>>>

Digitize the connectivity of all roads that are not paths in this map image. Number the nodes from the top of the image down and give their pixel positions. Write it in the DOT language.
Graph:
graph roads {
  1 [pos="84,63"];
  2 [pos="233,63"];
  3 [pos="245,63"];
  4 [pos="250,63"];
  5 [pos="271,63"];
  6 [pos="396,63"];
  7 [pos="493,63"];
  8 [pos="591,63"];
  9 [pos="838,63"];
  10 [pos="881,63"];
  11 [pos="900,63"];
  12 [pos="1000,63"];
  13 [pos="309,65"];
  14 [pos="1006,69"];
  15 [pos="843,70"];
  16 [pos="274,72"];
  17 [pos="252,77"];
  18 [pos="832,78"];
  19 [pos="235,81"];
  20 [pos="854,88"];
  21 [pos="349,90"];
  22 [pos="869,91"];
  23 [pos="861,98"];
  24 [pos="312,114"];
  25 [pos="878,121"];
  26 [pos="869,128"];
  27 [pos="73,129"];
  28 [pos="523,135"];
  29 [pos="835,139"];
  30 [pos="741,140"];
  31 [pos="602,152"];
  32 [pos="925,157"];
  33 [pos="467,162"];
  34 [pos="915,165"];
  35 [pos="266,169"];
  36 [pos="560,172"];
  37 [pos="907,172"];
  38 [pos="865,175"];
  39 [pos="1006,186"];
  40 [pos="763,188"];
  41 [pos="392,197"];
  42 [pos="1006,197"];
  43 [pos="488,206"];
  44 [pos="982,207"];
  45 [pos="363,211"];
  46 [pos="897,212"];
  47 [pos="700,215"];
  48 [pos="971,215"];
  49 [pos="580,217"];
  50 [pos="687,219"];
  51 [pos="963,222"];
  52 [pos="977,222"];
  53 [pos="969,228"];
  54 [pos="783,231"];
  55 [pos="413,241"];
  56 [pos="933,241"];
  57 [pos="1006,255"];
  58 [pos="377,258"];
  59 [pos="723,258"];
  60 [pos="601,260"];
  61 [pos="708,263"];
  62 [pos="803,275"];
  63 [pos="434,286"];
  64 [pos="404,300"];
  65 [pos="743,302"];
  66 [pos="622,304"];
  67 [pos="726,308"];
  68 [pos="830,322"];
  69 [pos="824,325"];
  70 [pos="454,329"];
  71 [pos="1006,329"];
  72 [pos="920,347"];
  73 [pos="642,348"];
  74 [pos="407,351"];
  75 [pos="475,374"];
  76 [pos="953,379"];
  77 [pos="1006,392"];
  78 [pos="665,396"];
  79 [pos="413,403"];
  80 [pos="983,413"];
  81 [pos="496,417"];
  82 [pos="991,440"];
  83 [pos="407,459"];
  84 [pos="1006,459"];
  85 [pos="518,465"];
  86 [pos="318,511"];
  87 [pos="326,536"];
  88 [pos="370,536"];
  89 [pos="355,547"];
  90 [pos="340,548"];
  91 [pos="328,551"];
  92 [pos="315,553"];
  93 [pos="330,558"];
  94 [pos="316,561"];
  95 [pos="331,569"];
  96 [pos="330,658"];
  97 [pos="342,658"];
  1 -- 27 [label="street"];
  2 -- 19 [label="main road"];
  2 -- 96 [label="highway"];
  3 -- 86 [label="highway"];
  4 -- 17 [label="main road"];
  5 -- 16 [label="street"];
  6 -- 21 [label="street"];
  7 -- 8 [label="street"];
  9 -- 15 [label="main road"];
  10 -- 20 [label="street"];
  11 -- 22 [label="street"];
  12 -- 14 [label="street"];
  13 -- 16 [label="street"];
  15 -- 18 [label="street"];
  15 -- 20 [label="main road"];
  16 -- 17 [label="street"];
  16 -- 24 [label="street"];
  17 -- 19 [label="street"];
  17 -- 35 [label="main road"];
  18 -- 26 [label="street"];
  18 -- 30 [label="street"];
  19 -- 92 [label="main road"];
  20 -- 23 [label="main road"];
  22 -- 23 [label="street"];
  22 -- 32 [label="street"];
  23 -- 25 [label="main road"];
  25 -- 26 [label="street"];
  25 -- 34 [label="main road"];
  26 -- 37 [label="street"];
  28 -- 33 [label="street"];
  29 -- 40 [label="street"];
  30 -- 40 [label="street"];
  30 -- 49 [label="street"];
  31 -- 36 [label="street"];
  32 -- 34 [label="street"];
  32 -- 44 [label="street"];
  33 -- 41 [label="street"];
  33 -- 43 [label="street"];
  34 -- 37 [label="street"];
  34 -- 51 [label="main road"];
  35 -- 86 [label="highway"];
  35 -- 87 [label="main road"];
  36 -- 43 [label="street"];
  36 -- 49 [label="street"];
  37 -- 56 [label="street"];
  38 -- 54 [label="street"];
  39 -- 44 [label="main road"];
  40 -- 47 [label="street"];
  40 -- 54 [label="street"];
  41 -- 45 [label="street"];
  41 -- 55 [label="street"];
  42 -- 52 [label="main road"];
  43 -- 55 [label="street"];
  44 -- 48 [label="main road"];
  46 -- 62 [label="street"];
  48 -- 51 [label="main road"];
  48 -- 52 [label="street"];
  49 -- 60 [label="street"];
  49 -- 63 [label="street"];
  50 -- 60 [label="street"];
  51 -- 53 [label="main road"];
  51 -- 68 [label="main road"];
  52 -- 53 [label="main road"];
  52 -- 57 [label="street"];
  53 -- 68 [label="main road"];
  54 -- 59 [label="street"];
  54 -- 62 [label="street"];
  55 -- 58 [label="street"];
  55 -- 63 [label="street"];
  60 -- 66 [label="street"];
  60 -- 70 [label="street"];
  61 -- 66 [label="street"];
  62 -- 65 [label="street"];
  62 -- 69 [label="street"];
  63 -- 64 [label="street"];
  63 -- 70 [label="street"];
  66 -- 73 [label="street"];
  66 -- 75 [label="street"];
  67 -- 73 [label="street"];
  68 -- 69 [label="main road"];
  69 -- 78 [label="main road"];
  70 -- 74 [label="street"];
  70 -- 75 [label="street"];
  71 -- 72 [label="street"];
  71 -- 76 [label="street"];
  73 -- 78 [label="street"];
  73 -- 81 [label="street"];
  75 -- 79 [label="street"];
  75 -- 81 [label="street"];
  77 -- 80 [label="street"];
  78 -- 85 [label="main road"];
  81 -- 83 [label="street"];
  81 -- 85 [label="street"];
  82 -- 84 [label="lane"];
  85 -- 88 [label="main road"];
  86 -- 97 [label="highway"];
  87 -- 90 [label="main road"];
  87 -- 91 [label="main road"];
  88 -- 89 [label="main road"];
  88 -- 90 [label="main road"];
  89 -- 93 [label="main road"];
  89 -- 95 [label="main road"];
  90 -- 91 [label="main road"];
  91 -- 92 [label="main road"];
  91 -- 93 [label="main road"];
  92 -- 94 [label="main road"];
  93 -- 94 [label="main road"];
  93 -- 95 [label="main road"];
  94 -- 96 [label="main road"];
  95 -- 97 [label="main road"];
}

<<<

### Exercise description:
What lines above contain the string "roads"? Copy all of them.

### Task answer:
Digitize the connectivity of all roads that are not paths in this map image. Number the nodes from the top of the image down and give their pixel positions. Write it in the DOT language.
graph roads {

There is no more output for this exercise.